New Beginning is the fourth album by singer-songwriter Tracy Chapman, released in 1995 (see 1995 in music). According to Nielsen Soundscan, it is her biggest-selling recording since 1991, with 3.8 million copies sold, and according to the RIAA, it has shipped five million copies in the United States.

The album's sound consists of Chapman's trademark acoustic folk-rock sound and is mainly made up of slow low-key tunes and a few upbeat tracks. One notable exception is the  hit "Give Me One Reason", which is a blues piece. Chapman earned the Grammy Award for Best Rock Song for the track, and it was also nominated for Record of the Year, Song of the Year, and Best Female Rock Vocal Performance at the Grammy Awards of 1997.

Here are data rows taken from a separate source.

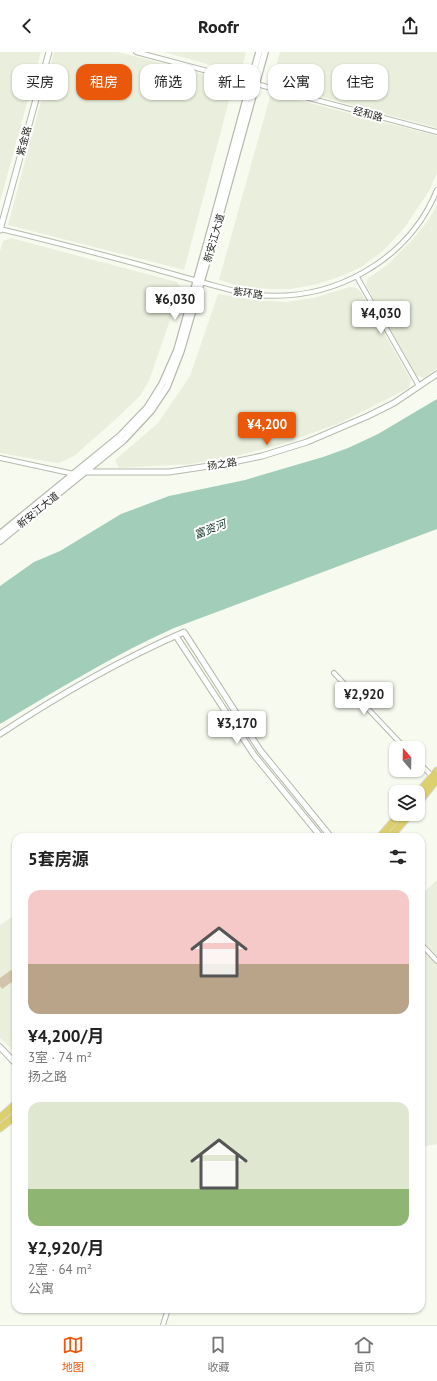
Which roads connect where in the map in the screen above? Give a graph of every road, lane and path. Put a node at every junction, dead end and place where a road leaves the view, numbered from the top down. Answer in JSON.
{"nodes":[{"id":1,"x":49,"y":52,"type":"edge"},
{"id":2,"x":136,"y":52,"type":"edge"},
{"id":3,"x":260,"y":52,"type":"edge"},
{"id":4,"x":265,"y":52,"type":"edge"},
{"id":5,"x":258,"y":64,"type":"edge"},
{"id":6,"x":260,"y":66,"type":"edge"},
{"id":7,"x":204,"y":70,"type":"edge"},
{"id":8,"x":260,"y":85,"type":"edge"},
{"id":9,"x":249,"y":100,"type":"edge"},
{"id":10,"x":437,"y":132,"type":"edge"},
{"id":11,"x":437,"y":190,"type":"edge"},
{"id":12,"x":0,"y":229,"type":"edge"},
{"id":13,"x":357,"y":276,"type":"junction"},
{"id":14,"x":199,"y":281,"type":"junction"},
{"id":15,"x":437,"y":374,"type":"edge"},
{"id":16,"x":419,"y":386,"type":"junction"},
{"id":17,"x":0,"y":458,"type":"edge"},
{"id":18,"x":84,"y":472,"type":"junction"},
{"id":19,"x":74,"y":474,"type":"junction"},
{"id":20,"x":0,"y":534,"type":"edge"},
{"id":21,"x":0,"y":541,"type":"edge"},
{"id":22,"x":176,"y":636,"type":"junction"},
{"id":23,"x":334,"y":673,"type":"dead end"},
{"id":24,"x":0,"y":734,"type":"edge"},
{"id":25,"x":398,"y":741,"type":"edge"},
{"id":26,"x":425,"y":767,"type":"edge"},
{"id":27,"x":435,"y":775,"type":"edge"},
{"id":28,"x":425,"y":786,"type":"edge"},
{"id":29,"x":425,"y":791,"type":"edge"},
{"id":30,"x":394,"y":821,"type":"edge"},
{"id":31,"x":404,"y":821,"type":"edge"},
{"id":32,"x":318,"y":833,"type":"edge"},
{"id":33,"x":327,"y":833,"type":"edge"},
{"id":34,"x":383,"y":833,"type":"edge"},
{"id":35,"x":393,"y":833,"type":"edge"},
{"id":36,"x":425,"y":948,"type":"edge"},
{"id":37,"x":437,"y":961,"type":"edge"},
{"id":38,"x":0,"y":1047,"type":"edge"},
{"id":39,"x":12,"y":1060,"type":"edge"},
{"id":40,"x":12,"y":1108,"type":"edge"},
{"id":41,"x":0,"y":1118,"type":"edge"},
{"id":42,"x":12,"y":1118,"type":"edge"},
{"id":43,"x":0,"y":1128,"type":"edge"},
{"id":44,"x":167,"y":1313,"type":"edge"},
{"id":45,"x":163,"y":1325,"type":"edge"}],
"edges":[{"from":1,"to":12,"type":"street","name":"紫金路"},
{"from":2,"to":7,"type":"street","name":"经和路"},
{"from":3,"to":5,"type":"main road","name":"新安江大道"},
{"from":4,"to":6,"type":"main road","name":"新安江大道"},
{"from":8,"to":10,"type":"street","name":"经和路"},
{"from":9,"to":14,"type":"main road","name":"新安江大道"},
{"from":11,"to":13,"type":"street","name":"紫环路"},
{"from":12,"to":14,"type":"street","name":"紫环路"},
{"from":13,"to":14,"type":"street","name":"紫环路"},
{"from":13,"to":16,"type":"street"},
{"from":14,"to":18,"type":"main road","name":"新安江大道"},
{"from":14,"to":19,"type":"main road","name":"新安江大道"},
{"from":15,"to":16,"type":"street","name":"扬之路"},
{"from":16,"to":18,"type":"street","name":"扬之路"},
{"from":17,"to":19,"type":"street"},
{"from":18,"to":21,"type":"main road","name":"新安江大道"},
{"from":19,"to":20,"type":"main road","name":"新安江大道"},
{"from":22,"to":24,"type":"street"},
{"from":22,"to":32,"type":"street"},
{"from":22,"to":33,"type":"street"},
{"from":23,"to":25,"type":"street"},
{"from":26,"to":27,"type":"street"},
{"from":27,"to":28,"type":"highway"},
{"from":27,"to":29,"type":"highway"},
{"from":30,"to":34,"type":"highway"},
{"from":31,"to":35,"type":"highway"},
{"from":36,"to":37,"type":"street"},
{"from":38,"to":39,"type":"street"},
{"from":40,"to":41,"type":"highway"},
{"from":42,"to":43,"type":"highway"},
{"from":44,"to":45,"type":"street"}]}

The song "Unsung Psalm" was originally written and recorded for this album, but was cut. It was later included on her 2000 album Telling Stories. According to Billboard Magazine, the "New Beginning" single was the first disc to have a sticker printed on the back of the packaging detailing system requirements to play the multi-media footage.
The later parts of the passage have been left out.